Furthermore, whilst 47.6% of respondents wanted to see women bishops "As soon as possible", and 21.5% "Within the next 5-10 years", 15.4% wanted to wait for a consensus amongst all other churches, and a further 15.5% responded "Never" (and yes, that does add up to 100%).

So even at this stage, over a third of the members of the Church of England in this sample would be prepared to wait a bit longer for women bishops, whilst a substantial minority simply don't want this to happen at all.

Finally, it is encouraging to note that 30.6% of respondents agreed with the statement that those opposed to the ordination of women "Should be enabled to stay in the Church of England by means of some form of provision which meets their position of conscience." (The survey was obviously not able to cover whether the changing proposals being put before the General Synod would actually be viewed as meeting that criterion.)

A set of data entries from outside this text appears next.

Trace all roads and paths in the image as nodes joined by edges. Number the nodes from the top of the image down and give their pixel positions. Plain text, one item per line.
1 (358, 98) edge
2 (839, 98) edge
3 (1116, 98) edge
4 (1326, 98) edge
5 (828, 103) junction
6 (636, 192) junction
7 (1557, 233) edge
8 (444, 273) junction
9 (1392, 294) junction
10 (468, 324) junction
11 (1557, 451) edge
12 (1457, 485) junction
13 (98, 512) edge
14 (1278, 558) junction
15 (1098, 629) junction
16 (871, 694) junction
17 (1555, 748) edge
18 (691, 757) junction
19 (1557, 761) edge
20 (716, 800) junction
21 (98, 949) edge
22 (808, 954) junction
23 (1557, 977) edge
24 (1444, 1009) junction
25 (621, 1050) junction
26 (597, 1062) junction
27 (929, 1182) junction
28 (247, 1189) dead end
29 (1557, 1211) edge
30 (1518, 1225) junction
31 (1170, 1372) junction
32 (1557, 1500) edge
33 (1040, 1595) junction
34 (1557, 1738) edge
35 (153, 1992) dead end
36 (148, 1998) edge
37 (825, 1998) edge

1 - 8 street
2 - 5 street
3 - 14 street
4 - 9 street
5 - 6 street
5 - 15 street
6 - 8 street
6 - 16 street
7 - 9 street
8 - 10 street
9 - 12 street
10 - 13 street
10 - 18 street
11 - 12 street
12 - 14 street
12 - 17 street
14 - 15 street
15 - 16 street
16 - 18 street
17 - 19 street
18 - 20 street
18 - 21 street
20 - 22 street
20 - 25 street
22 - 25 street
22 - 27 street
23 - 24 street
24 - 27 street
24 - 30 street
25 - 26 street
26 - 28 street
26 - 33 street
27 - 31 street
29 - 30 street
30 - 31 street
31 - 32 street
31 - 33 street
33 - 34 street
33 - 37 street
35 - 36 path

Only 1.6% (a mere 17 people) agreed that opponents "Have no business being in the Church of England any longer." Compare this with the 7.2% (75 respondents) who felt that opponents "Should have the right to veto the introduction of women bishops."

Right now, General Synod members are being canvassed by the Yes 2 women bishops group to the effect that this development must happen now because the Church overwhelmingly supports it. And yes, there is a large majority who do.

But the position of the majority is more nuanced than the more vocal supporters might want to believe. They do want women bishops, but not necessarily now, and certainly not (in many cases) at the cost of anyone's conscience in the matter.

It would still take courage for the Church to vote 'not yet'. But it might not be the betrayal of the rank and file membership that some are depicting it to be.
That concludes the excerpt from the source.